Each line in the entries below that holds the word "Drive" belongs in the answer.

Available data Block Start

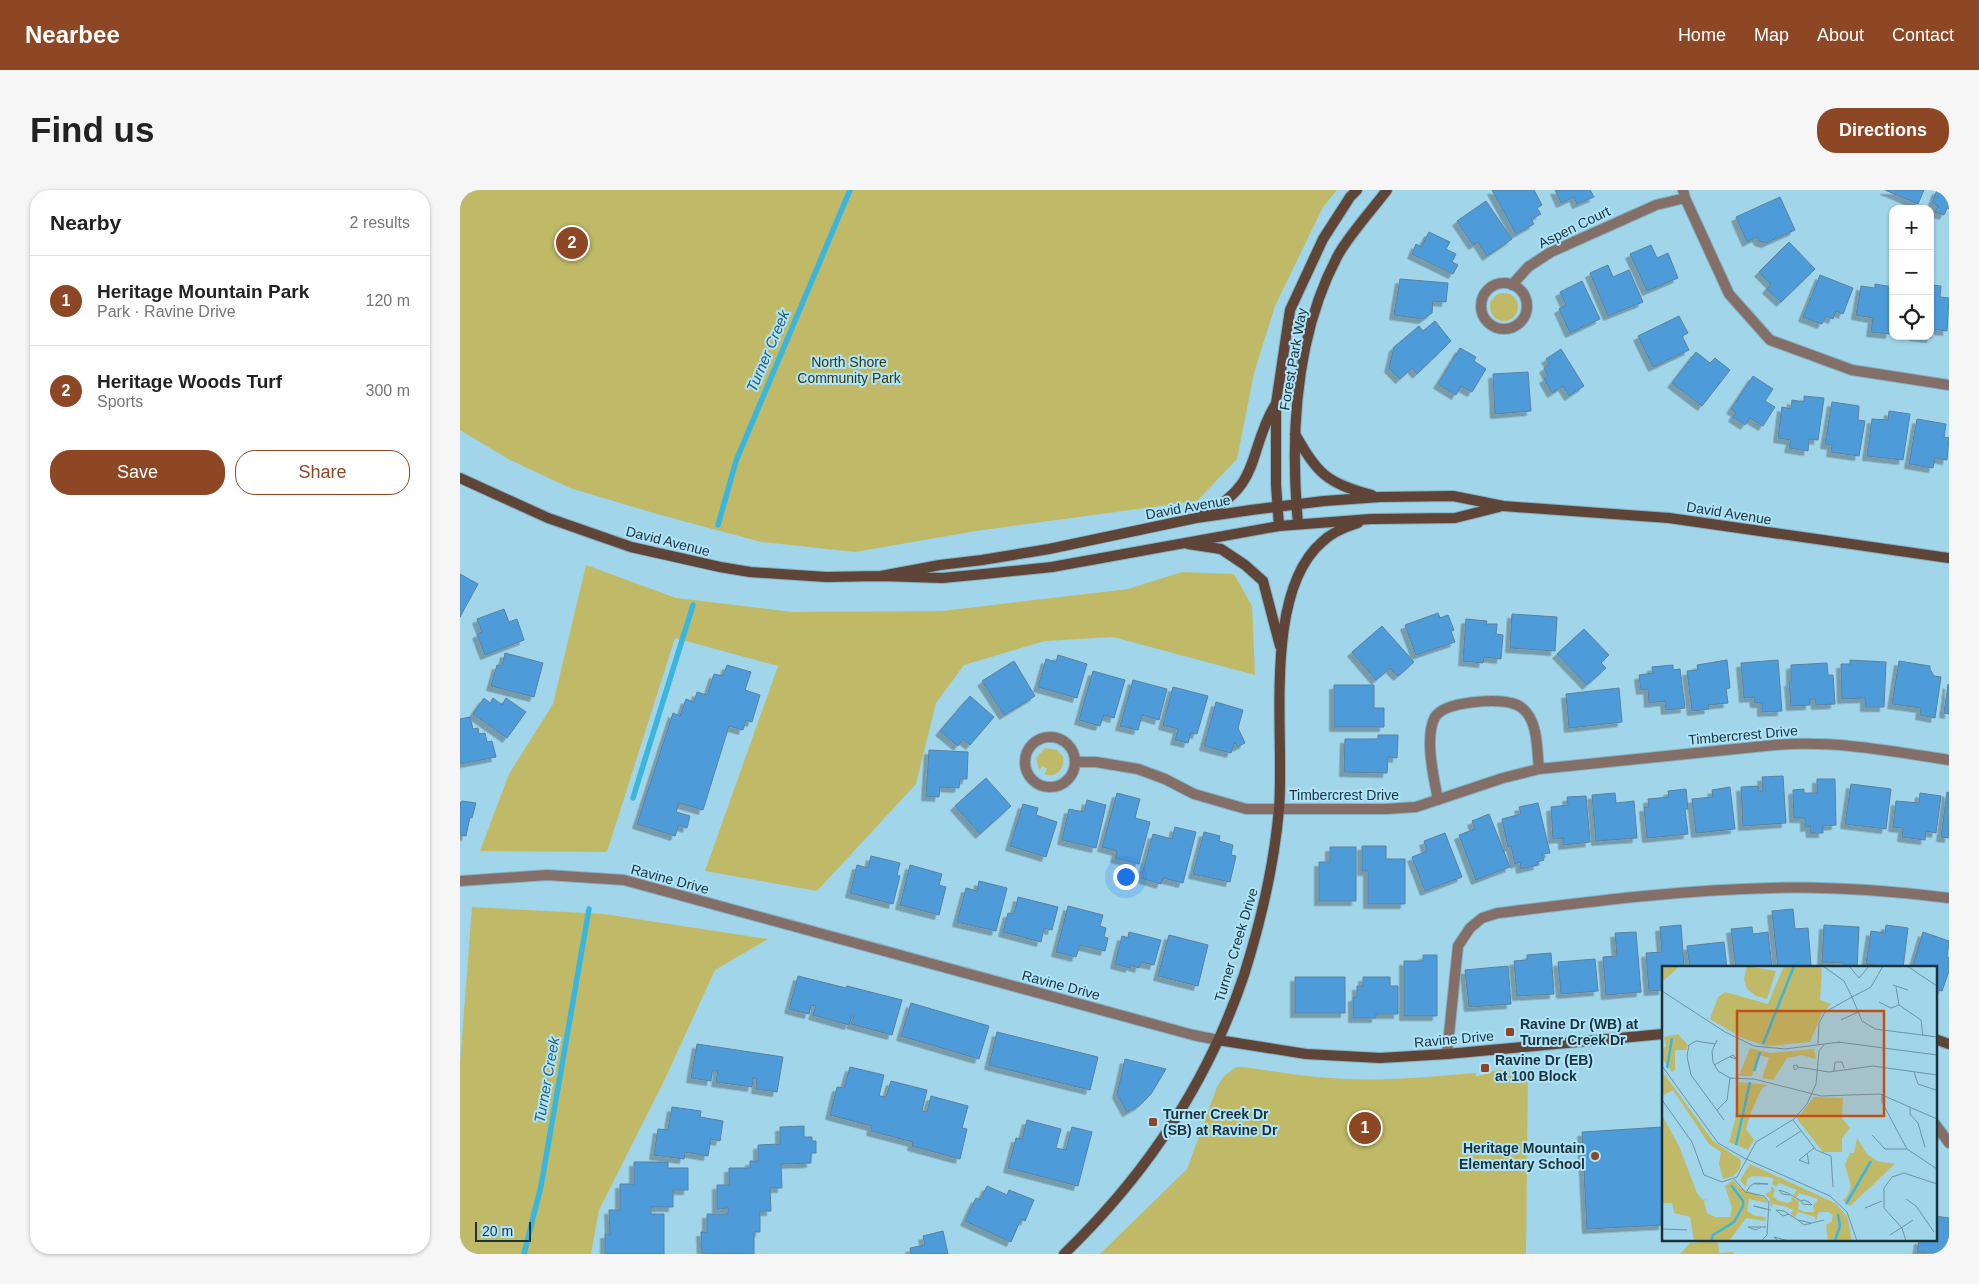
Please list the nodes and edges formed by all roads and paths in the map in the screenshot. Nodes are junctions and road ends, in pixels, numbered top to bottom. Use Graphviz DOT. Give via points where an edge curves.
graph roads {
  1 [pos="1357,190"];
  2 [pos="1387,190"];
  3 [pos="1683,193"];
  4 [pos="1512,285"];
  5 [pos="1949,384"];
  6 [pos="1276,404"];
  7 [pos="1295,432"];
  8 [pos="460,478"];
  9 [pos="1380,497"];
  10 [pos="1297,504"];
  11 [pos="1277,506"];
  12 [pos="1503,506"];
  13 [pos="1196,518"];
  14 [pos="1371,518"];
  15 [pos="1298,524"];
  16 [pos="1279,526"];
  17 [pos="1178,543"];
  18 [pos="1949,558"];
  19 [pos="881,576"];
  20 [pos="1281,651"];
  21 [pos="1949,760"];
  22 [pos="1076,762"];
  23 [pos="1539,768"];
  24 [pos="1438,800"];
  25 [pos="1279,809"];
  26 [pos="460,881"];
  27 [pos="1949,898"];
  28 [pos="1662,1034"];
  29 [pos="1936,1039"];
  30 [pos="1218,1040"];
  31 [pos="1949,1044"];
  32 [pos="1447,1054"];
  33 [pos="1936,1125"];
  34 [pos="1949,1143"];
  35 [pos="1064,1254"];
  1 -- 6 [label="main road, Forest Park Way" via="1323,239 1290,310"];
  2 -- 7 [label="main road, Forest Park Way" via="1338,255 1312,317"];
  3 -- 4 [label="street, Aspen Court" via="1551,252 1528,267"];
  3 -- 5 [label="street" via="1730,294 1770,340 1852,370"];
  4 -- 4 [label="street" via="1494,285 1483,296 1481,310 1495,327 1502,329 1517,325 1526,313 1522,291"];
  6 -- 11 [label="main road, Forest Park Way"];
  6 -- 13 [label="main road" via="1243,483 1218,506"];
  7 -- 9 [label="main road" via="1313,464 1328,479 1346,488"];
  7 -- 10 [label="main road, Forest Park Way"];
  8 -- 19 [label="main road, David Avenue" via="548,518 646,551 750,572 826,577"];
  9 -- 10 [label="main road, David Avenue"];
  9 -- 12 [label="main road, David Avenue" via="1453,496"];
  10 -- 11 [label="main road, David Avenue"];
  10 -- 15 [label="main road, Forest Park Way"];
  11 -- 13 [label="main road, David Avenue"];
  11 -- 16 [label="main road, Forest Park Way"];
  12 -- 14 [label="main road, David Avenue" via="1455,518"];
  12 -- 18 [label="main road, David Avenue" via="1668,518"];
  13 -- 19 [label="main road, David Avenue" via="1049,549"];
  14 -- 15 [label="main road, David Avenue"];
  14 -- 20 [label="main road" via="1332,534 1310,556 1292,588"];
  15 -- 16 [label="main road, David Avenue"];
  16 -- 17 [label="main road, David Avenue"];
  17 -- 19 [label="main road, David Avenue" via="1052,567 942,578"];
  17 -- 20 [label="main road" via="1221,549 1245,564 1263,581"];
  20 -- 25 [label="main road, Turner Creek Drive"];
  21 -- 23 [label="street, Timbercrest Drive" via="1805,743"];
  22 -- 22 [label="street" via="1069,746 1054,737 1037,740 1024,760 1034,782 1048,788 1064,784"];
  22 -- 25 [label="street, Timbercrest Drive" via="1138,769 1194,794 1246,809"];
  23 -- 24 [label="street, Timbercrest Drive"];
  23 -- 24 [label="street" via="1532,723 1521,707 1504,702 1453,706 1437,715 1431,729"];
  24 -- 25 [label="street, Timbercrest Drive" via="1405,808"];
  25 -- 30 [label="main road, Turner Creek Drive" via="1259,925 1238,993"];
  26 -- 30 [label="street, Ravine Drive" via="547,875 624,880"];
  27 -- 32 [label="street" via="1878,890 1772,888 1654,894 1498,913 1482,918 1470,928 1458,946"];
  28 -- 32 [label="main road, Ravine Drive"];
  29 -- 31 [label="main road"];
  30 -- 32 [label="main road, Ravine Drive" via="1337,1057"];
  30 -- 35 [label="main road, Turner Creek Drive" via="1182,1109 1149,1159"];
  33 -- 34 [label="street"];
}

Available data Block End

• [Worked solution]:
  20 -- 25 [label="main road, Turner Creek Drive"];
  21 -- 23 [label="street, Timbercrest Drive" via="1805,743"];
  22 -- 25 [label="street, Timbercrest Drive" via="1138,769 1194,794 1246,809"];
  23 -- 24 [label="street, Timbercrest Drive"];
  24 -- 25 [label="street, Timbercrest Drive" via="1405,808"];
  25 -- 30 [label="main road, Turner Creek Drive" via="1259,925 1238,993"];
  26 -- 30 [label="street, Ravine Drive" via="547,875 624,880"];
  28 -- 32 [label="main road, Ravine Drive"];
  30 -- 32 [label="main road, Ravine Drive" via="1337,1057"];
  30 -- 35 [label="main road, Turner Creek Drive" via="1182,1109 1149,1159"];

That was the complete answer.